I have an older (about 2 years) doe that I tried to mate with one of my young bucks (7 months) last night.  I checked before I put her in the bucks cage and it appeared that she was ready - she was red on her genitals.  The buck tried to mate several times but the doe refused to lift her tail.  I put her back in her cage for the night. 

This morning I went to put her back in the bucks cage and when I went to grab her she made a new growling noise and acted aggressive towards me (this has never happened before).  I still put her in the bucks cage and again he tried to go after her but she was not interested.

Any ideas what is going on?  Is there a chance she is pregnant and acting moody?  Will I have to wait to see if I get babies or can I try again tonight?  Any help would be appreciated, I am very new at this.


----------



## ksalvagno (Oct 12, 2010)

You may not be catching her at the right time of her cycle. Watch for signs of interest.


----------



## TheSheepGirl (Oct 12, 2010)

Rabbits also need about 14 hours of daylight to breed with the shorter days she may just not be getting enough light.


----------



## lindseykaye05 (Oct 13, 2010)

Thank you.  I thought her vent looked dark pink/red but maybe not.

Sheep Girl - hopefully its not the shorter days that are affecting her.  I am in Texas and didnt attempt to breed until now because its been so hot.  Surely I do not have to wait until spring time?

Hopefully this will get easier!


----------



## TheSheepGirl (Oct 14, 2010)

We've had problems with heat here as well, so I can understand that.

If you hang some lights in your barn, like old christmas lights, and set tham to a timer so that they even out the daylight hours you can trick your rabbits into breeding. It is what I do during the winter.

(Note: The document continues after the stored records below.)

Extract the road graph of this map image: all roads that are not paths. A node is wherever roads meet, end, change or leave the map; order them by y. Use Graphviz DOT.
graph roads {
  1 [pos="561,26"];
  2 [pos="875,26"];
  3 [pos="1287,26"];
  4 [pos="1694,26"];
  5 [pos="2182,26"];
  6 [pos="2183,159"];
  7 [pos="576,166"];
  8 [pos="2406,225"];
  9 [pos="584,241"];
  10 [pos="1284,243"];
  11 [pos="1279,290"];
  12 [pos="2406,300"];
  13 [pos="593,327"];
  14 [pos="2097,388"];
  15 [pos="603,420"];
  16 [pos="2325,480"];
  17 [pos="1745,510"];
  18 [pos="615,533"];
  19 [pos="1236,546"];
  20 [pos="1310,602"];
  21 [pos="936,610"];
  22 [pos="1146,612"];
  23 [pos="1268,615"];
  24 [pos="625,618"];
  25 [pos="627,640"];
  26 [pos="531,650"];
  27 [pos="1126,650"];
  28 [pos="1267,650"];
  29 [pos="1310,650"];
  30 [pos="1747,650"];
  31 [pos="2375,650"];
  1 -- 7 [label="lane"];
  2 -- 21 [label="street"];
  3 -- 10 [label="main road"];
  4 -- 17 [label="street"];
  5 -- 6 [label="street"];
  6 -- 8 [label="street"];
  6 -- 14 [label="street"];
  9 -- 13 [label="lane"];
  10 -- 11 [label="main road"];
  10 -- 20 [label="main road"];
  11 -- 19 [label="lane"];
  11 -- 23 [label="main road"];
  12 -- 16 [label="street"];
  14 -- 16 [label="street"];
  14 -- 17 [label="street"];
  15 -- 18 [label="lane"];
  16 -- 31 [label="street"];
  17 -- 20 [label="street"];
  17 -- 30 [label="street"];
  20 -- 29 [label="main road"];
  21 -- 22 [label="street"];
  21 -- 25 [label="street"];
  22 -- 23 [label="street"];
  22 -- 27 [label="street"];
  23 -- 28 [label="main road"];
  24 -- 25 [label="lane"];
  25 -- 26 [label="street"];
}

It gets dark here at like 7:00 now, so we've been using lights in our barn.

It works and is easy to set up. 

She also just might not be ready. Is she still young?

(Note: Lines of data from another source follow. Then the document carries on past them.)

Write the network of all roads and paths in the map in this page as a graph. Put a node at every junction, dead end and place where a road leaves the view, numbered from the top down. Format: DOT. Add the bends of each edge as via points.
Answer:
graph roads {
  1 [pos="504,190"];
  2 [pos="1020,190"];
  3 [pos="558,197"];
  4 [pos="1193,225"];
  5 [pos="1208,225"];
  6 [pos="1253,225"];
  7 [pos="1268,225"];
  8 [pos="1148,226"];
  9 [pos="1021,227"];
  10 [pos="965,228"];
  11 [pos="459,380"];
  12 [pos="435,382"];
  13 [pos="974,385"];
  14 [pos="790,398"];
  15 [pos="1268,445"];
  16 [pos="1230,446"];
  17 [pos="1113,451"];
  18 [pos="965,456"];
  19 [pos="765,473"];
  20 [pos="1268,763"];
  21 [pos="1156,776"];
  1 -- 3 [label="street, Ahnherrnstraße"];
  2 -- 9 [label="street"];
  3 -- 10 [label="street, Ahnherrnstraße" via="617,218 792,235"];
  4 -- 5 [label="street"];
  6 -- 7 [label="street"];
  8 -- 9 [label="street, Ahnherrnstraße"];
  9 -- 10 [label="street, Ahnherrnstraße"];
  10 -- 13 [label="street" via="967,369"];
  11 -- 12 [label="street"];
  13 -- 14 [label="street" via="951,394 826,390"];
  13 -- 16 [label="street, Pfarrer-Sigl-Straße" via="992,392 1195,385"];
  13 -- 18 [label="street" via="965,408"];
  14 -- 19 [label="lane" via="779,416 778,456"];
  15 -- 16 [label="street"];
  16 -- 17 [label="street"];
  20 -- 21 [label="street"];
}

It does get easier with time. When your rabbits are older they will breed easier and you will be more rabbit savy as well.


----------



## lindseykaye05 (Oct 19, 2010)

The buck is young but she is about 2 years old and has been bred before (to other bucks though).  I have a couple days and then I am going to attempt to feel for bunnies...  attempt because I have never done this before.

Thanks for the suggestion about the Christmas lights, we may have to try that!


----------



## TheSheepGirl (Oct 19, 2010)

Feeling for babies is easy. Just make sure what you feel is round and smooth and not hard or rough, like droppings.

It's probably just the buck's age. Some does are very particular about their choice in bucks. 

Sorry I had to ask the age. Forgot to read the first post thoroughly.


----------



## lindseykaye05 (Oct 20, 2010)

No problem, thanks so much for your help!


----------